:: What to work on ::
Take the line that contains "I need the junctions" and all lines after it, up to and including the last line of the data, and write them out exactly; nothing else belongs in the answer.

:: Material supplied ::
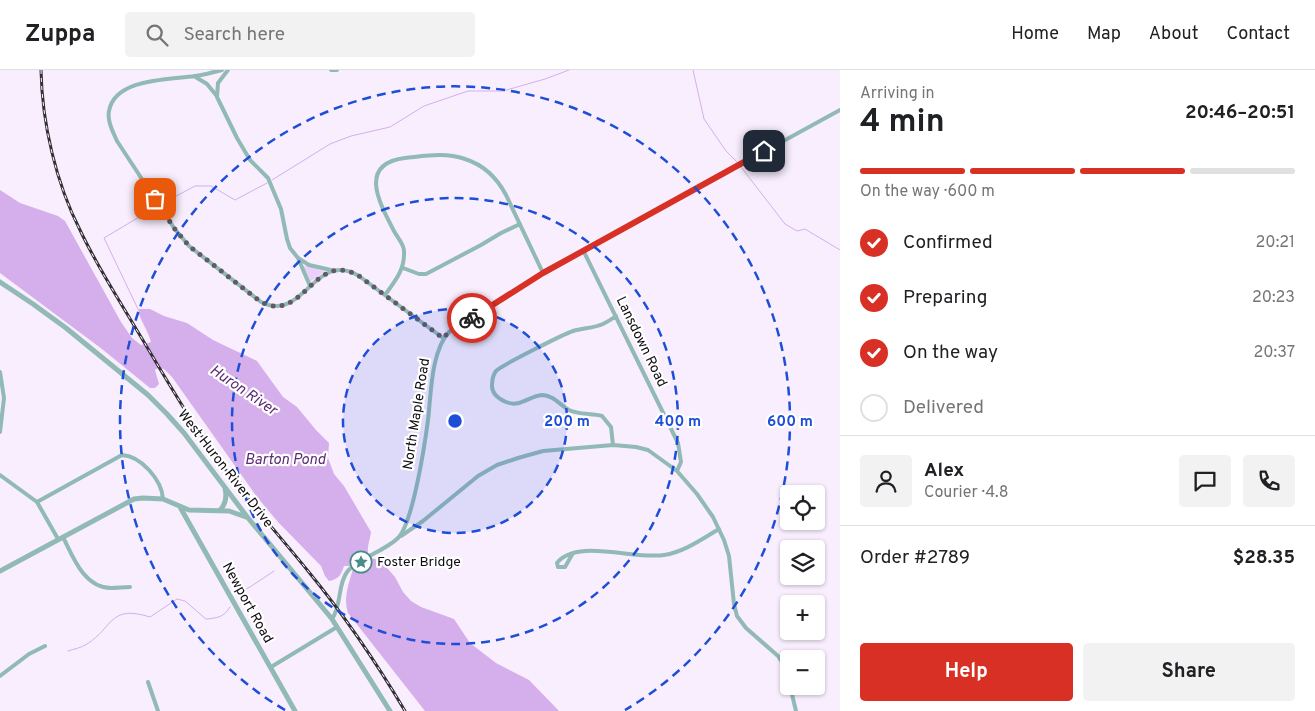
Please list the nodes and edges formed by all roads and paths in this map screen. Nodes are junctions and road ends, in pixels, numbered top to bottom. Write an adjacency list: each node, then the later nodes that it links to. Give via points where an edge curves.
1 (222, 70): 5 (street)
2 (228, 70): 6 (street, via 218,82)
3 (332, 70): 4 (street)
4 (337, 70)
5 (194, 76): 6 (street, via 207,84); 15 (street, via 135,85 122,91 108,112 117,140 189,246 261,302 278,307 288,304)
6 (218, 97): 10 (street, via 250,160 268,178 281,210 290,248)
7 (840, 110): 9 (street)
8 (520, 224): 11 (street, via 426,274); 11 (street, via 500,183 482,167 448,154 395,159 384,164 375,182 380,203 404,249); 13 (street)
9 (584, 252): 13 (street); 17 (street, Lansdown Road)
10 (298, 258): 12 (street, via 309,265); 15 (street)
11 (403, 268): 16 (street)
12 (332, 270): 15 (street); 16 (street, via 353,272)
13 (543, 273): 18 (street)
14 (0, 282): 24 (street, West Huron River Drive, via 59,323 148,395 184,433)
15 (310, 286)
16 (384, 295): 18 (street)
17 (616, 316): 21 (street, via 602,325 560,336 505,363 496,370 492,384 496,396 505,402 518,404 543,395 569,410 602,416 611,427); 22 (street, Lansdown Road, via 678,443 681,462)
18 (443, 338): 32 (street, North Maple Road, via 436,359 420,470 404,529)
19 (0, 372): 20 (street, via 4,398)
20 (0, 432)
21 (614, 445): 22 (street, via 648,450); 32 (street, via 543,452 498,466 478,476)
22 (677, 471): 30 (street, via 697,494)
23 (0, 475): 26 (street)
24 (224, 485): 28 (street, via 226,503); 29 (street, West Huron River Drive)
25 (163, 499): 26 (street, via 160,485 145,466 130,456 122,455); 27 (street); 31 (street, via 130,501)
26 (37, 502): 31 (street)
27 (180, 507): 28 (street, via 198,511); 40 (street, Newport Road)
28 (220, 510): 29 (street)
29 (248, 518): 36 (street, West Huron River Drive)
30 (719, 529): 33 (street, via 677,552 664,555); 39 (street, via 729,556 738,616)
31 (60, 538): 34 (street); 35 (street, via 80,570 94,584 110,588)
32 (397, 539): 36 (street, via 351,568 344,577)
33 (573, 553): 33 (street, via 565,567 558,567 557,561)
34 (0, 571)
35 (130, 587)
36 (332, 619): 37 (street, West Huron River Drive)
37 (337, 627): 40 (street); 46 (street, West Huron River Drive)
38 (45, 646): 41 (street)
39 (780, 661)
40 (270, 667): 45 (street, Newport Road)
41 (0, 676)
42 (148, 682): 44 (street)
43 (792, 695): 47 (street)
44 (158, 711)
45 (295, 711)
46 (390, 711)
47 (796, 711)

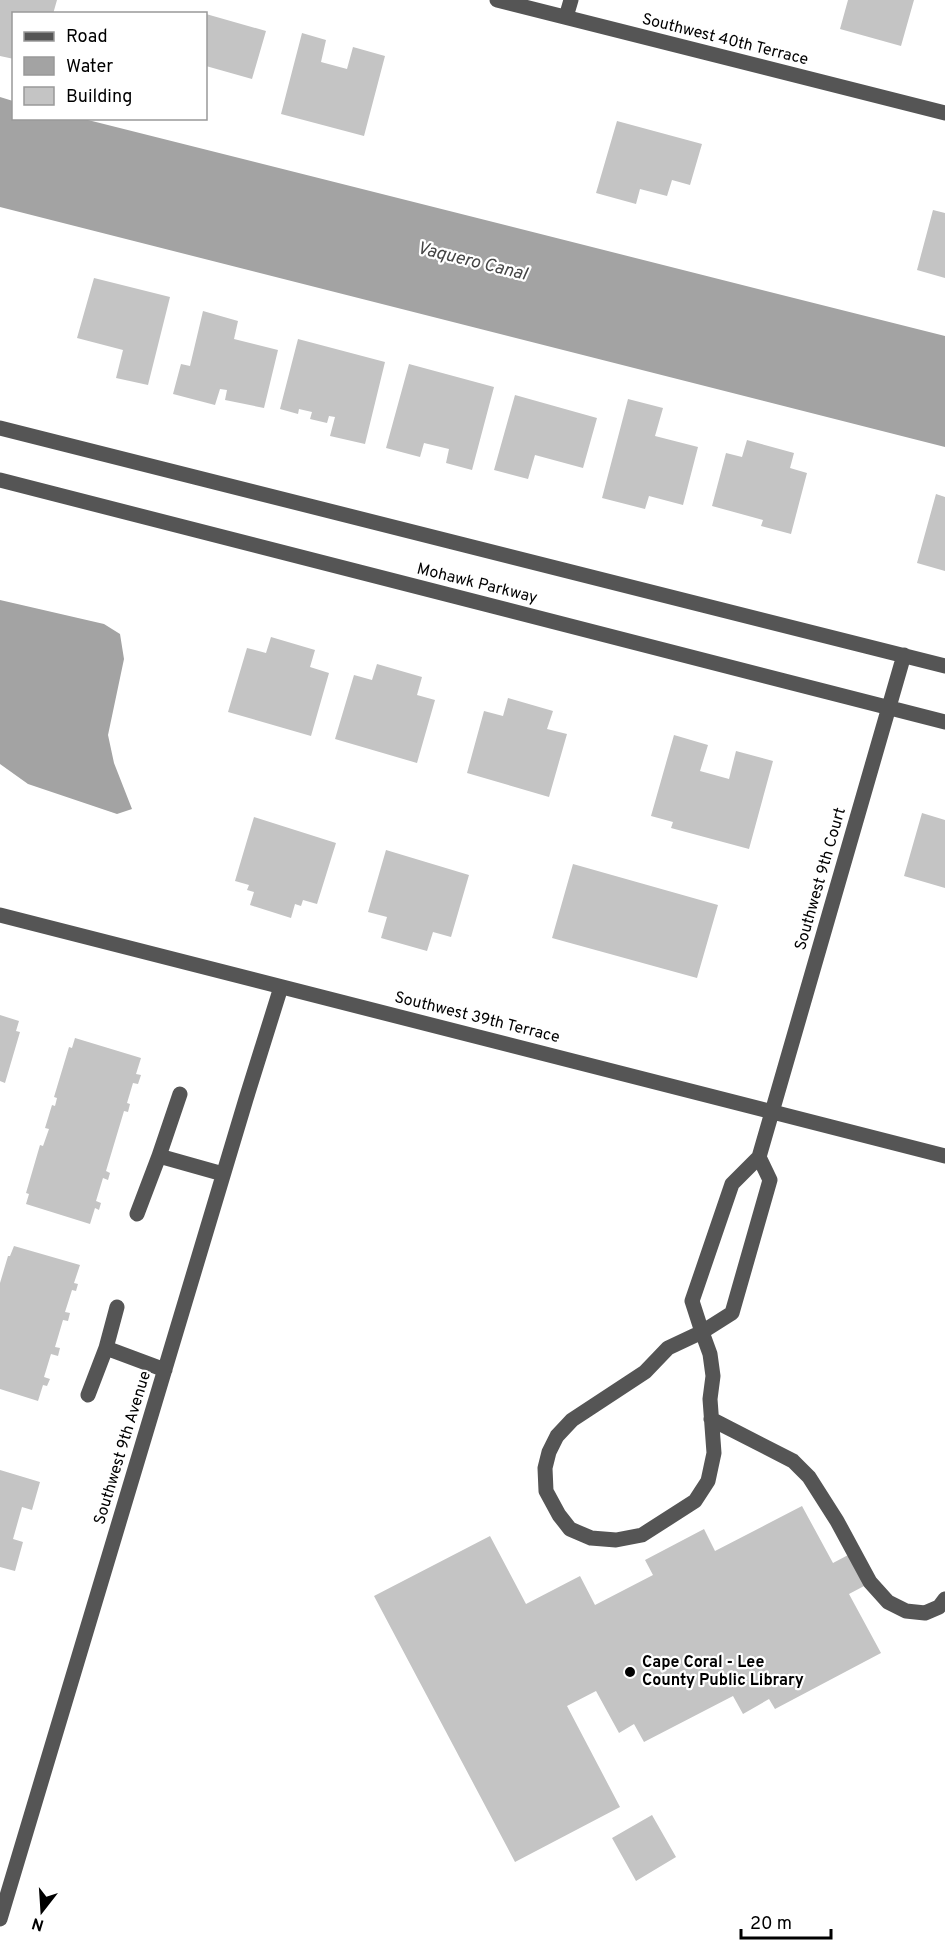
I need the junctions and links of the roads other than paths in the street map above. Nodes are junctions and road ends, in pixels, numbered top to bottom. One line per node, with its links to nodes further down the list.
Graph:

:: Written answer ::
I need the junctions and links of the roads other than paths in the street map above. Nodes are junctions and road ends, in pixels, numbered top to bottom. One line per node, with its links to nodes further down the list.
Graph:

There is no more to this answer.